May 18th, 2006
Why Hollywood Studios Can't Kick the Junk-Food Habit
By T.L. Stanley and Stephanie Thompson
Disney-McDonald's Deal Ends, but Movies Still Rely on Fast-Feeder Marketing Pacts
Business-page obituaries of the deal between Walt Disney Co. and McDonald’s have maintained that the studio found the children’s obesity debate surrounding the fast-feeder too hot to handle. But the truth is fast-food marketers are still on the Hollywood A-list.
Promotional pacts reap hundreds of millions of dollars for studios annually—a marketer like Pepsi can pony up $30 million for a single tentpole movie—so any thoughts that studios are about to altruistically kick the sugar and fat habit are little more than wishful thinking from the nation’s food nannies.
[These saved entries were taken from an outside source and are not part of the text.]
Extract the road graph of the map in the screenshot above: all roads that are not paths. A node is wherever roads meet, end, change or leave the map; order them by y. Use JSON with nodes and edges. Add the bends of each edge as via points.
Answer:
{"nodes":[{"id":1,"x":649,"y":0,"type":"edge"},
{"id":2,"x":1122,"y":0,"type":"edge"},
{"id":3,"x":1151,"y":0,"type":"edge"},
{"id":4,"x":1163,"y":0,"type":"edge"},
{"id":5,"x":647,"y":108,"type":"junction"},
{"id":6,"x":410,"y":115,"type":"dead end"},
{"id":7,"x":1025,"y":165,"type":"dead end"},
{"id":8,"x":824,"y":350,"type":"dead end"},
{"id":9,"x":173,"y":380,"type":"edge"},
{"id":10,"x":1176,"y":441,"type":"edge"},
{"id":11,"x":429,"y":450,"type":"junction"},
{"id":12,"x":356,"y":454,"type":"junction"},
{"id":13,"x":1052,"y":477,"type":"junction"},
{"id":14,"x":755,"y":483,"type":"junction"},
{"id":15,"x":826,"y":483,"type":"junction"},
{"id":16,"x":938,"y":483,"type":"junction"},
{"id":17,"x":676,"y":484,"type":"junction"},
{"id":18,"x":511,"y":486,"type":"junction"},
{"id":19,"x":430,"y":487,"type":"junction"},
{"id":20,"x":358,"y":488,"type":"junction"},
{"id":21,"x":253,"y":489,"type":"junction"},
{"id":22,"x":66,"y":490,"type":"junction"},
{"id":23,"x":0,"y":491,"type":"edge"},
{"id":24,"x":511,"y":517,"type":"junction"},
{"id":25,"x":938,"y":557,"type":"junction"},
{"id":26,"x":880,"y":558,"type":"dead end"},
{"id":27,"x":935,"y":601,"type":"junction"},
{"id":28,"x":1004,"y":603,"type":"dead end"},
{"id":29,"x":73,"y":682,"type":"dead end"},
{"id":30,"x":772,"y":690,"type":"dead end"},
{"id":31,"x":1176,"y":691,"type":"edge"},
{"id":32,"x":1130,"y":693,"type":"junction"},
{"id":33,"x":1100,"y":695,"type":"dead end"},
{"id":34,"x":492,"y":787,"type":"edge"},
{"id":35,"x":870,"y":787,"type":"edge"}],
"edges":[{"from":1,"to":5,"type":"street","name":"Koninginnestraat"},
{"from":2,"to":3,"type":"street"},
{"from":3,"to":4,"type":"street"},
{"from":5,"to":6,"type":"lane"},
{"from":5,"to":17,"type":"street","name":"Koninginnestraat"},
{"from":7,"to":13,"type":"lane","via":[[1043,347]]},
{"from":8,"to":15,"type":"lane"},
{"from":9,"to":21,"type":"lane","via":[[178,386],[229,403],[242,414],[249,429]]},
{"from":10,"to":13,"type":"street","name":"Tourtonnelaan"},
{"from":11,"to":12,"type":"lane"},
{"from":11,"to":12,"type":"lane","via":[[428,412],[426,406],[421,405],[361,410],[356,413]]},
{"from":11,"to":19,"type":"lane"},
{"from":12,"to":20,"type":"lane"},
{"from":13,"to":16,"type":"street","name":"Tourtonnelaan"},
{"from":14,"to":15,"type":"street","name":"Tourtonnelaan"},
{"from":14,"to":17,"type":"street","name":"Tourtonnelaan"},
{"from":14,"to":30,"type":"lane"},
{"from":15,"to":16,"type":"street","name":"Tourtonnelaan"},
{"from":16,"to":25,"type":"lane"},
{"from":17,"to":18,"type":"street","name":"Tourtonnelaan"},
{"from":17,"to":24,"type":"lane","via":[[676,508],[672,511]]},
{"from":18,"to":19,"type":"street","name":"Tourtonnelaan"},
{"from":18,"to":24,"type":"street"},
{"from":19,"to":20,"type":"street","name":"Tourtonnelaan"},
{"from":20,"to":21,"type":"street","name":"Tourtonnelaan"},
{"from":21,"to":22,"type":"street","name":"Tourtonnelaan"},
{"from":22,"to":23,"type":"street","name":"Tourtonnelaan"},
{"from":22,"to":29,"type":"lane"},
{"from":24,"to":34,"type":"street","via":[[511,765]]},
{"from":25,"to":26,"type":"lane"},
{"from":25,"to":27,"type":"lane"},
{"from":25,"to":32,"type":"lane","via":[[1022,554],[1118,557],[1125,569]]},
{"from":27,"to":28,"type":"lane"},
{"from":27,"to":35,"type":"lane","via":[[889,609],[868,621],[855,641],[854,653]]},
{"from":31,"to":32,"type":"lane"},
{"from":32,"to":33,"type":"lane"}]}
“We have not shied away from discussions to any clients because they make food that may not be the world’s healthiest,” said one agency executive who forges entertainment deals with marketers. “No one selling to moms is saying ‘Don’t talk to Drake’s cakes or McDonald’s.“‘
While Disney’s 10-year exclusive pact with McDonald’s—valued at $2 to $3 billion in promotional value and royalties—lapses at year’s end, executives at both companies said they will continue to work together on kid-targeted promotions on a project-by-project basis. As recently as a week ago, Disney executives were in discussions with McDonald’s about future film releases, said executives close to the situation. That’s hardly a denouncement of the fast-feeder. In addition, Disney continues its relationship with McDonald’s for its theme parks.
At the same time, recent deals show food companies aren’t changing menus to health and wellness foods when it comes to film tie-ins. Kellogg Co.’s program with “Ice Age 2: The Meltdown,” for example, featured Honey Smacks and Keebler Chips Deluxe, despite the company being sued earlier this year by the Center for Science in the Public Interest for marketing junk food to young children.
Other up-and-coming matchups include Wendy’s PepsiCo and Crunch ‘n Munch with Dreamworks’ “Over the Hedge”; M&Ms, Coca-Cola and McDonald’s with “Pirates of the Caribbean: Dead Man’s Chest”; and Burger King and KFC with Warner Bros.’ “Happy Feet.”
In a few cases, nutritional and advertising guidelines have affected marketing approaches. But those standards have been set by food marketers, not studios. General Mills recently announced it would no longer advertise to children under age 6 (a tack taken already by PepsiCo, Kraft and Unilever), and has severed ties to Nickelodeon’s Nick Jr. altogether.
So there may be more of a balance. Giorgia Butler, director-promotions for youth ad agency and marketing consultancy Geppetto Group, said that “in every area of entertainment from music to gaming to film to TV, there is a health element involved,” whether it be Cookie Monster eating vegetables or scenes in the Disney Channel’s “High School Musical” where kids are entreated to dance.
But a retreat? Hardly.
“Studios won’t walk away from those categories,” said Mitch Litvak, president of The L.A. Office,which provides marketing information to both brands and entertainment companies. “They’ll shift from being kid-targeted to mom- and adult-targeted.”